• The problem: Every entry must come back exactly as it was written.

• Record excerpts:

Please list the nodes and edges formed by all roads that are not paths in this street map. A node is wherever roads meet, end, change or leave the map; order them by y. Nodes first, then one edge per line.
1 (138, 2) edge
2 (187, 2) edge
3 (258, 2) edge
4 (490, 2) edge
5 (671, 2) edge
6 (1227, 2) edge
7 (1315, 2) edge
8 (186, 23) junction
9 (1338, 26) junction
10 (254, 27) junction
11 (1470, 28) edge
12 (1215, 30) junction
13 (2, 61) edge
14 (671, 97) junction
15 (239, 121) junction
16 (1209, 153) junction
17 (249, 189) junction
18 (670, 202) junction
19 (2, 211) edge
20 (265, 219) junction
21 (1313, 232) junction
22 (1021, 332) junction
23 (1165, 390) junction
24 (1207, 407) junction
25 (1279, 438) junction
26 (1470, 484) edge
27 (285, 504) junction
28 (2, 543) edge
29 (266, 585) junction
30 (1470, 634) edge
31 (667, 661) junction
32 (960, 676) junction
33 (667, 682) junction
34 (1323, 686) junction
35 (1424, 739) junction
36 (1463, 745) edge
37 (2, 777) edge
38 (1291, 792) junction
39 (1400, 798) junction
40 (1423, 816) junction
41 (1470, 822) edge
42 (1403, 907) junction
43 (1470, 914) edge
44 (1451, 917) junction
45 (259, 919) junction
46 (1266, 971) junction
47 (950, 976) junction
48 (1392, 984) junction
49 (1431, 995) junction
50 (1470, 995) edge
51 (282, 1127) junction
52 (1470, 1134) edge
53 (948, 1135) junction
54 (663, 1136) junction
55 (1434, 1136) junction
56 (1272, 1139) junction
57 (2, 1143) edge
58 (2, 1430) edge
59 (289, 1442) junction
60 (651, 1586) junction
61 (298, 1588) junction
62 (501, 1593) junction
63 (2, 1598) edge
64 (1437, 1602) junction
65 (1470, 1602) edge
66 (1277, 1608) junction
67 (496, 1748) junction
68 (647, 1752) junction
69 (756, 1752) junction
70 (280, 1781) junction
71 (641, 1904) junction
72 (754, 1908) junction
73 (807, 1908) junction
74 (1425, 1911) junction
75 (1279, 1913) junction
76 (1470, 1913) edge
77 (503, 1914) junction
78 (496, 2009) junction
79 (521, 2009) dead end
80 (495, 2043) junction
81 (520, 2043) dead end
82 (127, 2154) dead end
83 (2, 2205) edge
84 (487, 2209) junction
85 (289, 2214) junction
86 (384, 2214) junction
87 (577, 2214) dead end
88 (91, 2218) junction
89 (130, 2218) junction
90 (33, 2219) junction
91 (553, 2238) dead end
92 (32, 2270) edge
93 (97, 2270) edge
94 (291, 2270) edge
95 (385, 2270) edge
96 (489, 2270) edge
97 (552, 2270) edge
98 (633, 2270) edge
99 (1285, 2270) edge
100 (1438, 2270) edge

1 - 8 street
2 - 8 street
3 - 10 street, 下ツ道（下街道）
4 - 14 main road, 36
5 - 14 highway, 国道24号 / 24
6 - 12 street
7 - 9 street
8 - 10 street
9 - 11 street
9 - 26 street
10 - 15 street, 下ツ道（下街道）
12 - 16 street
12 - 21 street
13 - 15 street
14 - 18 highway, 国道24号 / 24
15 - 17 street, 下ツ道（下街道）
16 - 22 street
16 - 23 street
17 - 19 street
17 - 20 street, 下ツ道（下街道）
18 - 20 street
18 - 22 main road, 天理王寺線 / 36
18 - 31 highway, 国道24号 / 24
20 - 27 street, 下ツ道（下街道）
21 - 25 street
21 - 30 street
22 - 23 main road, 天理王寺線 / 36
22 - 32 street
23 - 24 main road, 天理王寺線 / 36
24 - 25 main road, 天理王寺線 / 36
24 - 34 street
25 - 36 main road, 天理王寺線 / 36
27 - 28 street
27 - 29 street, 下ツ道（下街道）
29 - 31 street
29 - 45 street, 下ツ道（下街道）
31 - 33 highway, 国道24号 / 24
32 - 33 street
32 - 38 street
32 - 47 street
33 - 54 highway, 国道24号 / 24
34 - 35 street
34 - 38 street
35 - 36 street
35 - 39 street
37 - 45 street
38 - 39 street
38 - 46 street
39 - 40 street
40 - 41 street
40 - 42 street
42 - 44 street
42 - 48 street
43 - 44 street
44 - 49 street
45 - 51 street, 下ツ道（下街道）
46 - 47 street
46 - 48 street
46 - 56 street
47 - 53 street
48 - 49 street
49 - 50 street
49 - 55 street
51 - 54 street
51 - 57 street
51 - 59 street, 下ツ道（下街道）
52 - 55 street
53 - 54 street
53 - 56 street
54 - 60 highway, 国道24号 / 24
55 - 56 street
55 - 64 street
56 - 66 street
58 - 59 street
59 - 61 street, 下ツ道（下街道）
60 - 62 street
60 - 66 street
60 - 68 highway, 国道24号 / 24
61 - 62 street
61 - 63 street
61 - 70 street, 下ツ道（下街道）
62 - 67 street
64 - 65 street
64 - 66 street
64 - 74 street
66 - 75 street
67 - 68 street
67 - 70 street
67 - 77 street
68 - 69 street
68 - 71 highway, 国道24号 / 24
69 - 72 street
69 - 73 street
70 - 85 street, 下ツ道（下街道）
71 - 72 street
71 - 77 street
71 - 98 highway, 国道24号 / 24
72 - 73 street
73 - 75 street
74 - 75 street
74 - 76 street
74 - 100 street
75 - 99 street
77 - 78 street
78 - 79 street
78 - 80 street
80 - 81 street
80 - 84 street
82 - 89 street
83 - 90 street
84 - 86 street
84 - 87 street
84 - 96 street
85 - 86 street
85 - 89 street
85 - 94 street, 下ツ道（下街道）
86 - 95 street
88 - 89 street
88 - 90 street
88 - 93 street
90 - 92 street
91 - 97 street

• Solution:
Please list the nodes and edges formed by all roads that are not paths in this street map. A node is wherever roads meet, end, change or leave the map; order them by y. Nodes first, then one edge per line.
1 (138, 2) edge
2 (187, 2) edge
3 (258, 2) edge
4 (490, 2) edge
5 (671, 2) edge
6 (1227, 2) edge
7 (1315, 2) edge
8 (186, 23) junction
9 (1338, 26) junction
10 (254, 27) junction
11 (1470, 28) edge
12 (1215, 30) junction
13 (2, 61) edge
14 (671, 97) junction
15 (239, 121) junction
16 (1209, 153) junction
17 (249, 189) junction
18 (670, 202) junction
19 (2, 211) edge
20 (265, 219) junction
21 (1313, 232) junction
22 (1021, 332) junction
23 (1165, 390) junction
24 (1207, 407) junction
25 (1279, 438) junction
26 (1470, 484) edge
27 (285, 504) junction
28 (2, 543) edge
29 (266, 585) junction
30 (1470, 634) edge
31 (667, 661) junction
32 (960, 676) junction
33 (667, 682) junction
34 (1323, 686) junction
35 (1424, 739) junction
36 (1463, 745) edge
37 (2, 777) edge
38 (1291, 792) junction
39 (1400, 798) junction
40 (1423, 816) junction
41 (1470, 822) edge
42 (1403, 907) junction
43 (1470, 914) edge
44 (1451, 917) junction
45 (259, 919) junction
46 (1266, 971) junction
47 (950, 976) junction
48 (1392, 984) junction
49 (1431, 995) junction
50 (1470, 995) edge
51 (282, 1127) junction
52 (1470, 1134) edge
53 (948, 1135) junction
54 (663, 1136) junction
55 (1434, 1136) junction
56 (1272, 1139) junction
57 (2, 1143) edge
58 (2, 1430) edge
59 (289, 1442) junction
60 (651, 1586) junction
61 (298, 1588) junction
62 (501, 1593) junction
63 (2, 1598) edge
64 (1437, 1602) junction
65 (1470, 1602) edge
66 (1277, 1608) junction
67 (496, 1748) junction
68 (647, 1752) junction
69 (756, 1752) junction
70 (280, 1781) junction
71 (641, 1904) junction
72 (754, 1908) junction
73 (807, 1908) junction
74 (1425, 1911) junction
75 (1279, 1913) junction
76 (1470, 1913) edge
77 (503, 1914) junction
78 (496, 2009) junction
79 (521, 2009) dead end
80 (495, 2043) junction
81 (520, 2043) dead end
82 (127, 2154) dead end
83 (2, 2205) edge
84 (487, 2209) junction
85 (289, 2214) junction
86 (384, 2214) junction
87 (577, 2214) dead end
88 (91, 2218) junction
89 (130, 2218) junction
90 (33, 2219) junction
91 (553, 2238) dead end
92 (32, 2270) edge
93 (97, 2270) edge
94 (291, 2270) edge
95 (385, 2270) edge
96 (489, 2270) edge
97 (552, 2270) edge
98 (633, 2270) edge
99 (1285, 2270) edge
100 (1438, 2270) edge

1 - 8 street
2 - 8 street
3 - 10 street, 下ツ道（下街道）
4 - 14 main road, 36
5 - 14 highway, 国道24号 / 24
6 - 12 street
7 - 9 street
8 - 10 street
9 - 11 street
9 - 26 street
10 - 15 street, 下ツ道（下街道）
12 - 16 street
12 - 21 street
13 - 15 street
14 - 18 highway, 国道24号 / 24
15 - 17 street, 下ツ道（下街道）
16 - 22 street
16 - 23 street
17 - 19 street
17 - 20 street, 下ツ道（下街道）
18 - 20 street
18 - 22 main road, 天理王寺線 / 36
18 - 31 highway, 国道24号 / 24
20 - 27 street, 下ツ道（下街道）
21 - 25 street
21 - 30 street
22 - 23 main road, 天理王寺線 / 36
22 - 32 street
23 - 24 main road, 天理王寺線 / 36
24 - 25 main road, 天理王寺線 / 36
24 - 34 street
25 - 36 main road, 天理王寺線 / 36
27 - 28 street
27 - 29 street, 下ツ道（下街道）
29 - 31 street
29 - 45 street, 下ツ道（下街道）
31 - 33 highway, 国道24号 / 24
32 - 33 street
32 - 38 street
32 - 47 street
33 - 54 highway, 国道24号 / 24
34 - 35 street
34 - 38 street
35 - 36 street
35 - 39 street
37 - 45 street
38 - 39 street
38 - 46 street
39 - 40 street
40 - 41 street
40 - 42 street
42 - 44 street
42 - 48 street
43 - 44 street
44 - 49 street
45 - 51 street, 下ツ道（下街道）
46 - 47 street
46 - 48 street
46 - 56 street
47 - 53 street
48 - 49 street
49 - 50 street
49 - 55 street
51 - 54 street
51 - 57 street
51 - 59 street, 下ツ道（下街道）
52 - 55 street
53 - 54 street
53 - 56 street
54 - 60 highway, 国道24号 / 24
55 - 56 street
55 - 64 street
56 - 66 street
58 - 59 street
59 - 61 street, 下ツ道（下街道）
60 - 62 street
60 - 66 street
60 - 68 highway, 国道24号 / 24
61 - 62 street
61 - 63 street
61 - 70 street, 下ツ道（下街道）
62 - 67 street
64 - 65 street
64 - 66 street
64 - 74 street
66 - 75 street
67 - 68 street
67 - 70 street
67 - 77 street
68 - 69 street
68 - 71 highway, 国道24号 / 24
69 - 72 street
69 - 73 street
70 - 85 street, 下ツ道（下街道）
71 - 72 street
71 - 77 street
71 - 98 highway, 国道24号 / 24
72 - 73 street
73 - 75 street
74 - 75 street
74 - 76 street
74 - 100 street
75 - 99 street
77 - 78 street
78 - 79 street
78 - 80 street
80 - 81 street
80 - 84 street
82 - 89 street
83 - 90 street
84 - 86 street
84 - 87 street
84 - 96 street
85 - 86 street
85 - 89 street
85 - 94 street, 下ツ道（下街道）
86 - 95 street
88 - 89 street
88 - 90 street
88 - 93 street
90 - 92 street
91 - 97 street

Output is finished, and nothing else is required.